**WHAT TO PRODUCE**.
Scan the material below for the string "Wilbur", and copy every line where it shows up.

**DATA SECTION**.
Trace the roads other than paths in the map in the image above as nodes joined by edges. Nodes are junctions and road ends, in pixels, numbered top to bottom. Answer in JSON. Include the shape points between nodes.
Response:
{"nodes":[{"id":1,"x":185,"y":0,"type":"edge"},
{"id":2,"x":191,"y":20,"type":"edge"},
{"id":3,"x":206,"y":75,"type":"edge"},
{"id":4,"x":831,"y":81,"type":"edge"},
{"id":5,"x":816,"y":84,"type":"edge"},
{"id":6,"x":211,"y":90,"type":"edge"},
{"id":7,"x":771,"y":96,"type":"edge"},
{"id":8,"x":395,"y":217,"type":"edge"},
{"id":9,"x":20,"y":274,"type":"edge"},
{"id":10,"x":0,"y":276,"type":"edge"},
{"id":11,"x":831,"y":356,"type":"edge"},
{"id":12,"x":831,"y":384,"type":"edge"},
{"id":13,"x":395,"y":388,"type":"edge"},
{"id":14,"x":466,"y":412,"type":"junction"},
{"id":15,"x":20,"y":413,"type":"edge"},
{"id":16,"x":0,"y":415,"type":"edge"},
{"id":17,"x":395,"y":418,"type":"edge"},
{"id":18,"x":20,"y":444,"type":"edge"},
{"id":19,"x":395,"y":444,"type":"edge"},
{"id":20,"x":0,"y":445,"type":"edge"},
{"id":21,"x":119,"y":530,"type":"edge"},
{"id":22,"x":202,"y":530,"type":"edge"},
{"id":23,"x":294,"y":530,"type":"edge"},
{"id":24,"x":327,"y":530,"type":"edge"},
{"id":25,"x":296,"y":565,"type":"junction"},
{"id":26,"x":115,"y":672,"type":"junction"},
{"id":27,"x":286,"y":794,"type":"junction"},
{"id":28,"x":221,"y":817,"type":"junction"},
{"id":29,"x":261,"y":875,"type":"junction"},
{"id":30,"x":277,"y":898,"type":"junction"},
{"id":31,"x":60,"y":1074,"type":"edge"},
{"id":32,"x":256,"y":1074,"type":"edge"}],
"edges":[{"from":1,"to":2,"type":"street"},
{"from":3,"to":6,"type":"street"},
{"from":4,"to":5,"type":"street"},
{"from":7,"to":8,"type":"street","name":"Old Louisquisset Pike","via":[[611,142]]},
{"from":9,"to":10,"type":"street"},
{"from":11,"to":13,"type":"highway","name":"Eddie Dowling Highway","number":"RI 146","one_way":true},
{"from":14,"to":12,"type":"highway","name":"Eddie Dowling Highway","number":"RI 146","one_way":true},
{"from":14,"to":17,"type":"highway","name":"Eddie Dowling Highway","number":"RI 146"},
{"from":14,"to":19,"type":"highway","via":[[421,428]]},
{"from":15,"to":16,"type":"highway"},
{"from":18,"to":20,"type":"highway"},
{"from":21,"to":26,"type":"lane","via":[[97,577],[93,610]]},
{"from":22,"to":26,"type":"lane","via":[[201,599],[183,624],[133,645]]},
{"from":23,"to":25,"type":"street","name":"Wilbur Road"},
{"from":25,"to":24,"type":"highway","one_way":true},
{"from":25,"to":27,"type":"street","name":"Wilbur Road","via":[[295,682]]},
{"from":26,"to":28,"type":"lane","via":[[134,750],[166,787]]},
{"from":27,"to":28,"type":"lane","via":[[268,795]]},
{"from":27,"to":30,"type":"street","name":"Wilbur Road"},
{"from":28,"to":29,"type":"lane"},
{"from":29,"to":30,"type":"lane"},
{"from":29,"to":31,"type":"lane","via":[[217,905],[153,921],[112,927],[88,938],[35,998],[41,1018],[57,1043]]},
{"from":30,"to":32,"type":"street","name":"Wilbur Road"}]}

**WRITTEN REPLY**.
{"from":23,"to":25,"type":"street","name":"Wilbur Road"},
{"from":25,"to":27,"type":"street","name":"Wilbur Road","via":[[295,682]]},
{"from":27,"to":30,"type":"street","name":"Wilbur Road"},
{"from":30,"to":32,"type":"street","name":"Wilbur Road"}]}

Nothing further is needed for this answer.